Todos sabem as dificuldades, a briga com a Federação, com o Pinheirão, tudo isso para que a Copa do Mundo viesse para Curitiba. O envolvimento do poder político para trazer a Copa foi muito pequeno, não foi no mesmo nível que em outros estados. O trabalho e a existência da Arena, do Atlético Paranaense, possibilitaram a vinda da Copa para Curitiba. Agora começa para valer. Em agosto, as cidades escolhidas terão que apresentar ao governo e à Fifa as suas viabilidades econômicas. Fontes e origens dos recursos, garantias, tomadores, investidores, quem vai pagar a conta. Ou seja, até agora, passamos no vestibular, estamos na universidade, mas precisamos comprar os livros, pagar a matrícula, precisamos fazer a lição de casa do segundo momento. Adequar Curitiba em alguns pontos, como a ampliação do aeroporto, uma rodoferroviária nova, a logística da cidade, melhor segurança, melhorias na parte hoteleira... e a conclusão da Arena. O que nos possibilitou ser escolhidos é que a Arena é uma iniciativa privada, que é o que a Fifa prega. A grande preocupação da Fifa é o legado, é o depois que a Fifa for embora, em julho de 2014, terminada a Copa, o que sobrou? Manaus ficou com um estádio de 60 mil pessoas, fará o que com aquilo? Virou elefante branco. Na Coreia, temos estádios construídos para 2002 que já foram demolidos, porque não serviam para nada. Quando é privado o dono tem o compromisso da solução e como é de um clube de primeira, terminada a Copa o Atlético continuará jogando e a população se servindo, ou seja, tem o depois.

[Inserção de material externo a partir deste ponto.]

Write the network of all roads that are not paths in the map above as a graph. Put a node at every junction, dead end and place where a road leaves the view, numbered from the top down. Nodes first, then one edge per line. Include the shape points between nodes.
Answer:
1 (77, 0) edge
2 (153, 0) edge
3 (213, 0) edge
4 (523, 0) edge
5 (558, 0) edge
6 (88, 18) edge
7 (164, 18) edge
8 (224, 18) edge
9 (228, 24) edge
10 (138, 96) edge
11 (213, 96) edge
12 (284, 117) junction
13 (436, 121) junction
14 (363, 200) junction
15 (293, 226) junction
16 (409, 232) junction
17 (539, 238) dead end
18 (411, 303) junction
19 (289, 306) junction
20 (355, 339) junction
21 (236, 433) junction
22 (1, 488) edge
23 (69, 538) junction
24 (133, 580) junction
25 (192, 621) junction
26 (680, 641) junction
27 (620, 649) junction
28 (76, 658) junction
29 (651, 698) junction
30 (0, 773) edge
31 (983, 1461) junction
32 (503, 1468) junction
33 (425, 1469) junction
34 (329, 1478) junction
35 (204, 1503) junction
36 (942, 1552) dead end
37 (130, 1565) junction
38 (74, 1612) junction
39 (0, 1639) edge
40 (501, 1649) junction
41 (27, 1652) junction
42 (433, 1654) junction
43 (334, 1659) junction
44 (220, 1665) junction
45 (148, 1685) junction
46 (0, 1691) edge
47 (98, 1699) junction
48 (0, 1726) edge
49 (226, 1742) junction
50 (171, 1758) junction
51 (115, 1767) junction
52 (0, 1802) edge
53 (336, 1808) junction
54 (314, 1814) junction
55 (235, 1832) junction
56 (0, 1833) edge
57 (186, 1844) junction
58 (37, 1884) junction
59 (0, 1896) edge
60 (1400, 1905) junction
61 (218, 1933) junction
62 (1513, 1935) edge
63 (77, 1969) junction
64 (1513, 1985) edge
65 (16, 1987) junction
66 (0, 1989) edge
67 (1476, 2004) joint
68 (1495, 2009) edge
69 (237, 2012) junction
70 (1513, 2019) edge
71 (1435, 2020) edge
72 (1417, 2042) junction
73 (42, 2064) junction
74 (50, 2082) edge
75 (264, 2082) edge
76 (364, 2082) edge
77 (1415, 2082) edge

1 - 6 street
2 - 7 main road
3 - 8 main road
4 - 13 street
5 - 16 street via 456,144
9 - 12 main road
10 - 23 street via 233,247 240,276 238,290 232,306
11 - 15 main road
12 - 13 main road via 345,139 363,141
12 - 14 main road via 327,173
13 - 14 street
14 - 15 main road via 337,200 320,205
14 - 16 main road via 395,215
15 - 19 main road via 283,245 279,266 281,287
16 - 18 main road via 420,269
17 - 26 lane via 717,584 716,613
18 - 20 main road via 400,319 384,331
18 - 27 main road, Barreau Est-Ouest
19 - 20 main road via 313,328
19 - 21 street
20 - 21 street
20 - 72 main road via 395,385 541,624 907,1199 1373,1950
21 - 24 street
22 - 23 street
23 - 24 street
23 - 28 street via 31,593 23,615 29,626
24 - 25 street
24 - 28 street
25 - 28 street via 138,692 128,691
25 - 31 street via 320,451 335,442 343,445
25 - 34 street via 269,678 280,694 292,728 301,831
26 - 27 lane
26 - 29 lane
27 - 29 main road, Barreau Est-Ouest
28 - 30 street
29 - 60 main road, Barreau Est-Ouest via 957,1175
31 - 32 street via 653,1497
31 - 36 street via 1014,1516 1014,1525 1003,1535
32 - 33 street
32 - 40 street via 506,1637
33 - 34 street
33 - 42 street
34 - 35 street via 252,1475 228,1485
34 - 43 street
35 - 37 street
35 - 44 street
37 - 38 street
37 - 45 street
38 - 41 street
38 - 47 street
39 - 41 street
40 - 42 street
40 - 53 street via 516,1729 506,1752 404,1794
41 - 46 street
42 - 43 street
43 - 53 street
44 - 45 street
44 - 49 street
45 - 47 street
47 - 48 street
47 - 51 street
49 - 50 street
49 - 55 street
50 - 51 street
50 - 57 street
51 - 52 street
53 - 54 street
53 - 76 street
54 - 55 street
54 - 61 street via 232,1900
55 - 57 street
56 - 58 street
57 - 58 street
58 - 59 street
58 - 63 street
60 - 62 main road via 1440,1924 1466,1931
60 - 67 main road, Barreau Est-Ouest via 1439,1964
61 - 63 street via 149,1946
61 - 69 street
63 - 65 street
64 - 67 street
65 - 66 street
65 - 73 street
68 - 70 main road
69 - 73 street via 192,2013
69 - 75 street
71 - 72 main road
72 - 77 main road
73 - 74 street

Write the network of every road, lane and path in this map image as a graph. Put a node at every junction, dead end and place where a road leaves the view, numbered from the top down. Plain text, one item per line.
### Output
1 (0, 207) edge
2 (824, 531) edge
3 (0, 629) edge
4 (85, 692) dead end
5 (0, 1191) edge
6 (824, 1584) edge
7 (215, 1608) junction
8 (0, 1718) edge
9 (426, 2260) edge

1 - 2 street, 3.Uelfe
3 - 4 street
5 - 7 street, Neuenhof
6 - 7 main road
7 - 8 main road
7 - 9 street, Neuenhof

E você acha que haverá dinheiro para a conclusão da Arena, dentro das exigências da Fifa?

Ninguém sabe. O Atlético Paranaense não tem condições nem o direito de que nenhum dirigente proponha terminar a Arena ao seu prejuízo, ao seu sacrifício. O nível de exigência do caderno de encargos da Fifa é leonino. Tínhamos um caderno de 1995, em que o Atlético Paranaense se baseou para fazer o projeto em 1997, que teve a primeira fase inaugurada em 1999. Estávamos
dentro do caderno de exigências. Em 2000, na visita da Fifa, o Brasil postulou ser sede da Copa de 2006, depois acabamos perdendo para a Alemanha. Naquele momento, estávamos plenamente adequados, prontos. Era concluir aquele lado do colégio e fim de papo. Então tivemos a Copa de 2002 na Ásia que já foi um desbunde. Construíram 20 novos estádios. Depois tivemos a Copa de 2006 na Alemanha que foi a Copa das Copas. Em setembro de 2007, depois de todas as brigas para que Curitiba participasse, defendemos que a sede fosse a Arena e não o Pinheirão. Nosso estádio estava quase pronto e não precisaríamos de dinheiro público – e isso tem que ficar muito claro, porque esse é o meu grande argumento. Eu não tinha conhecimento que em setembro de 2007 a Fifa viria com um caderno novo, o que surpreendeu a todos. O nosso projeto e as nossas afirmações eram baseadas no caderno de 1995. Eu tenho feito a seguinte analogia, é um Stock Car e uma Fórmula 1. O campeonato do mundo e os estádios eram uma corrida de carros reformados, velhos, adequados e hoje, com as novas exigências da Fifa, são uma Fórmula 1, uma Ferrari. Quem vai pagar essa Ferrari? Quem é o beneficiado deste espetáculo? É o estado, é a cidade, não é o clube. Porque o Atlético não precisa de uma Ferrari para depois da Copa disputar o campeonato estadual. Dentro dessa comparação, nossa realidade é a Stock Car. E aí? O que fazemos com a Ferrari? O Atlético já decidiu: não põe um tostão para a satisfação das exigências da Fifa. Para quê? Não tem nem razão, nem motivo.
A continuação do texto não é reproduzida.